_ENTRIES SUPPLIED_
-- Opening Marker --

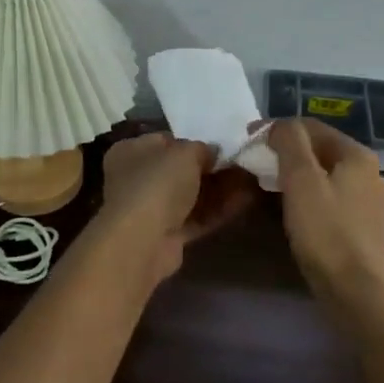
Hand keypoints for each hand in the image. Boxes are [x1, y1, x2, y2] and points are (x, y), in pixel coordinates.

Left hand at [98, 130, 258, 282]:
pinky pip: (196, 217)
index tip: (221, 144)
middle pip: (180, 170)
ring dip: (220, 189)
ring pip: (191, 195)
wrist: (142, 241)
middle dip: (212, 168)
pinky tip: (245, 200)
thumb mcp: (185, 153)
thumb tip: (213, 153)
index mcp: (131, 151)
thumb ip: (202, 149)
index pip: (166, 141)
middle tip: (242, 163)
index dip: (194, 142)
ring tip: (252, 180)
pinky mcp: (166, 234)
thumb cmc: (157, 183)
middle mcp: (136, 178)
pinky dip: (218, 210)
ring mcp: (151, 209)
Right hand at [268, 118, 383, 321]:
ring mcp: (365, 199)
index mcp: (356, 154)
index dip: (277, 128)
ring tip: (264, 181)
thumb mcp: (301, 180)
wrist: (355, 291)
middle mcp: (366, 171)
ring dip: (292, 172)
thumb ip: (290, 143)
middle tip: (253, 160)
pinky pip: (326, 195)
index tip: (248, 138)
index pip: (311, 126)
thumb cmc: (326, 230)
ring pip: (321, 173)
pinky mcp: (359, 223)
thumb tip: (278, 125)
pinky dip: (304, 193)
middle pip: (318, 148)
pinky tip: (287, 206)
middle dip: (284, 150)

-- Closing Marker --

_EXERCISE OBJECTIVE_
Reproduce every line from the preceding data in which the word "ring" can be found.

_ANSWER BOX_
ring dip: (220, 189)
ring pip: (191, 195)
ring tip: (252, 180)
ring mcp: (151, 209)
ring mcp: (365, 199)
ring tip: (264, 181)
ring dip: (292, 172)
ring pip: (321, 173)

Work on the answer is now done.